Instructions to follow =>
The goal is to restate all of the records below word for word.

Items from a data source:

========

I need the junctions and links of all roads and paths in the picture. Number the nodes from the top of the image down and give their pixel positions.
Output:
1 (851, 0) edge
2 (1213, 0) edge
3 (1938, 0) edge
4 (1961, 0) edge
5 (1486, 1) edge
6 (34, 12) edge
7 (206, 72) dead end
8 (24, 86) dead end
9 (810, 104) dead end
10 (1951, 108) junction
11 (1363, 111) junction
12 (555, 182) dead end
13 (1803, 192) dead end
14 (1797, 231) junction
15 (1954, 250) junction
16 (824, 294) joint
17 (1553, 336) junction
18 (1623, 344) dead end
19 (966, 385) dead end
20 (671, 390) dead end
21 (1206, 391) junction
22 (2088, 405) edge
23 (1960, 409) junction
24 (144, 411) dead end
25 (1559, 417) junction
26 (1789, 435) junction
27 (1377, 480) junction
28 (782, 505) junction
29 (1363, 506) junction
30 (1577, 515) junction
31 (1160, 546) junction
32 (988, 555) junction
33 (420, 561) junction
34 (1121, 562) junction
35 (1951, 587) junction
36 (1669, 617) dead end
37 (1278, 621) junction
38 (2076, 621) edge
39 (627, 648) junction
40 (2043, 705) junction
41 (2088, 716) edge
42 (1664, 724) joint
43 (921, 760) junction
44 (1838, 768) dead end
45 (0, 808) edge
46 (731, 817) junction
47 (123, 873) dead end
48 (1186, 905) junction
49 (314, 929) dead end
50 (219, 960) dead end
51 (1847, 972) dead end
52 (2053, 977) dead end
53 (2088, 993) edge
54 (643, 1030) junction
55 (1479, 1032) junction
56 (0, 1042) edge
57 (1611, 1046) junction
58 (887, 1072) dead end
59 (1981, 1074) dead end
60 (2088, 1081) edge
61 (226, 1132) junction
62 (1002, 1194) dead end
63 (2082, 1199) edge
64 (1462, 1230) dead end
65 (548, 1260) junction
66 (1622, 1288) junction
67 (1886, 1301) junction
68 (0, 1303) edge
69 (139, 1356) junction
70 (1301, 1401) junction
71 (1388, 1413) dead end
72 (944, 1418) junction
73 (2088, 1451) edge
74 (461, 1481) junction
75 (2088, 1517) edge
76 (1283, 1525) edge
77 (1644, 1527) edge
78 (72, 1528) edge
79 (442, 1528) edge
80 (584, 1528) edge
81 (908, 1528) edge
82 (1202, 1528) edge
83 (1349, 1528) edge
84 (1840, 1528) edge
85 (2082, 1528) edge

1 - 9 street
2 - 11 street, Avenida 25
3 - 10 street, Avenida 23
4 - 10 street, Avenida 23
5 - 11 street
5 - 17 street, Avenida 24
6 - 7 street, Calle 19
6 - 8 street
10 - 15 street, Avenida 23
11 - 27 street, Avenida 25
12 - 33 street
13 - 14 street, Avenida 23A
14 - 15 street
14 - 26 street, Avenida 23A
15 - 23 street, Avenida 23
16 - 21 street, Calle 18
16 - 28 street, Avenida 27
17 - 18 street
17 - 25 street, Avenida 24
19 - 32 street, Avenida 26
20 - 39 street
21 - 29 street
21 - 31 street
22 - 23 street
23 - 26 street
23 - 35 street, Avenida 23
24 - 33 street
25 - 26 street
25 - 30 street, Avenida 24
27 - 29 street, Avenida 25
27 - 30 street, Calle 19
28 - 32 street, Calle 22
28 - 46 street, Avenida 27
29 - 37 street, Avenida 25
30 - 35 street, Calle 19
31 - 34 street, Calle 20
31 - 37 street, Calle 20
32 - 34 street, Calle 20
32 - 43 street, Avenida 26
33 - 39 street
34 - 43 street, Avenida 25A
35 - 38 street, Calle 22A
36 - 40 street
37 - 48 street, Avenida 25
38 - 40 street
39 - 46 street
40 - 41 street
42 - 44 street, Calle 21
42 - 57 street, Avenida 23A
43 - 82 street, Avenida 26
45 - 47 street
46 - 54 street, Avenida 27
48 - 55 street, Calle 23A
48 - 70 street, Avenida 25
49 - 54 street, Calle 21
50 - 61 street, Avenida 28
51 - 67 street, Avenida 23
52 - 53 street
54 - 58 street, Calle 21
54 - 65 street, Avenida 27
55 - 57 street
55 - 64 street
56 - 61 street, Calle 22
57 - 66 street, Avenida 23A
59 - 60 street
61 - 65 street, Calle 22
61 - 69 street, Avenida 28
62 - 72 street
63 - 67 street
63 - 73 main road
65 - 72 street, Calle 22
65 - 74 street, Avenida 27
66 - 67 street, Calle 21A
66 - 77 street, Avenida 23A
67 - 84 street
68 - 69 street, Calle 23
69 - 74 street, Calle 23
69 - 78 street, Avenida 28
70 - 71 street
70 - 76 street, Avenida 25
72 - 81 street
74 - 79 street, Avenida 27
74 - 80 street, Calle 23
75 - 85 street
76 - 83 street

========

Problem solution =>
I need the junctions and links of all roads and paths in the picture. Number the nodes from the top of the image down and give their pixel positions.
Output:
1 (851, 0) edge
2 (1213, 0) edge
3 (1938, 0) edge
4 (1961, 0) edge
5 (1486, 1) edge
6 (34, 12) edge
7 (206, 72) dead end
8 (24, 86) dead end
9 (810, 104) dead end
10 (1951, 108) junction
11 (1363, 111) junction
12 (555, 182) dead end
13 (1803, 192) dead end
14 (1797, 231) junction
15 (1954, 250) junction
16 (824, 294) joint
17 (1553, 336) junction
18 (1623, 344) dead end
19 (966, 385) dead end
20 (671, 390) dead end
21 (1206, 391) junction
22 (2088, 405) edge
23 (1960, 409) junction
24 (144, 411) dead end
25 (1559, 417) junction
26 (1789, 435) junction
27 (1377, 480) junction
28 (782, 505) junction
29 (1363, 506) junction
30 (1577, 515) junction
31 (1160, 546) junction
32 (988, 555) junction
33 (420, 561) junction
34 (1121, 562) junction
35 (1951, 587) junction
36 (1669, 617) dead end
37 (1278, 621) junction
38 (2076, 621) edge
39 (627, 648) junction
40 (2043, 705) junction
41 (2088, 716) edge
42 (1664, 724) joint
43 (921, 760) junction
44 (1838, 768) dead end
45 (0, 808) edge
46 (731, 817) junction
47 (123, 873) dead end
48 (1186, 905) junction
49 (314, 929) dead end
50 (219, 960) dead end
51 (1847, 972) dead end
52 (2053, 977) dead end
53 (2088, 993) edge
54 (643, 1030) junction
55 (1479, 1032) junction
56 (0, 1042) edge
57 (1611, 1046) junction
58 (887, 1072) dead end
59 (1981, 1074) dead end
60 (2088, 1081) edge
61 (226, 1132) junction
62 (1002, 1194) dead end
63 (2082, 1199) edge
64 (1462, 1230) dead end
65 (548, 1260) junction
66 (1622, 1288) junction
67 (1886, 1301) junction
68 (0, 1303) edge
69 (139, 1356) junction
70 (1301, 1401) junction
71 (1388, 1413) dead end
72 (944, 1418) junction
73 (2088, 1451) edge
74 (461, 1481) junction
75 (2088, 1517) edge
76 (1283, 1525) edge
77 (1644, 1527) edge
78 (72, 1528) edge
79 (442, 1528) edge
80 (584, 1528) edge
81 (908, 1528) edge
82 (1202, 1528) edge
83 (1349, 1528) edge
84 (1840, 1528) edge
85 (2082, 1528) edge

1 - 9 street
2 - 11 street, Avenida 25
3 - 10 street, Avenida 23
4 - 10 street, Avenida 23
5 - 11 street
5 - 17 street, Avenida 24
6 - 7 street, Calle 19
6 - 8 street
10 - 15 street, Avenida 23
11 - 27 street, Avenida 25
12 - 33 street
13 - 14 street, Avenida 23A
14 - 15 street
14 - 26 street, Avenida 23A
15 - 23 street, Avenida 23
16 - 21 street, Calle 18
16 - 28 street, Avenida 27
17 - 18 street
17 - 25 street, Avenida 24
19 - 32 street, Avenida 26
20 - 39 street
21 - 29 street
21 - 31 street
22 - 23 street
23 - 26 street
23 - 35 street, Avenida 23
24 - 33 street
25 - 26 street
25 - 30 street, Avenida 24
27 - 29 street, Avenida 25
27 - 30 street, Calle 19
28 - 32 street, Calle 22
28 - 46 street, Avenida 27
29 - 37 street, Avenida 25
30 - 35 street, Calle 19
31 - 34 street, Calle 20
31 - 37 street, Calle 20
32 - 34 street, Calle 20
32 - 43 street, Avenida 26
33 - 39 street
34 - 43 street, Avenida 25A
35 - 38 street, Calle 22A
36 - 40 street
37 - 48 street, Avenida 25
38 - 40 street
39 - 46 street
40 - 41 street
42 - 44 street, Calle 21
42 - 57 street, Avenida 23A
43 - 82 street, Avenida 26
45 - 47 street
46 - 54 street, Avenida 27
48 - 55 street, Calle 23A
48 - 70 street, Avenida 25
49 - 54 street, Calle 21
50 - 61 street, Avenida 28
51 - 67 street, Avenida 23
52 - 53 street
54 - 58 street, Calle 21
54 - 65 street, Avenida 27
55 - 57 street
55 - 64 street
56 - 61 street, Calle 22
57 - 66 street, Avenida 23A
59 - 60 street
61 - 65 street, Calle 22
61 - 69 street, Avenida 28
62 - 72 street
63 - 67 street
63 - 73 main road
65 - 72 street, Calle 22
65 - 74 street, Avenida 27
66 - 67 street, Calle 21A
66 - 77 street, Avenida 23A
67 - 84 street
68 - 69 street, Calle 23
69 - 74 street, Calle 23
69 - 78 street, Avenida 28
70 - 71 street
70 - 76 street, Avenida 25
72 - 81 street
74 - 79 street, Avenida 27
74 - 80 street, Calle 23
75 - 85 street
76 - 83 street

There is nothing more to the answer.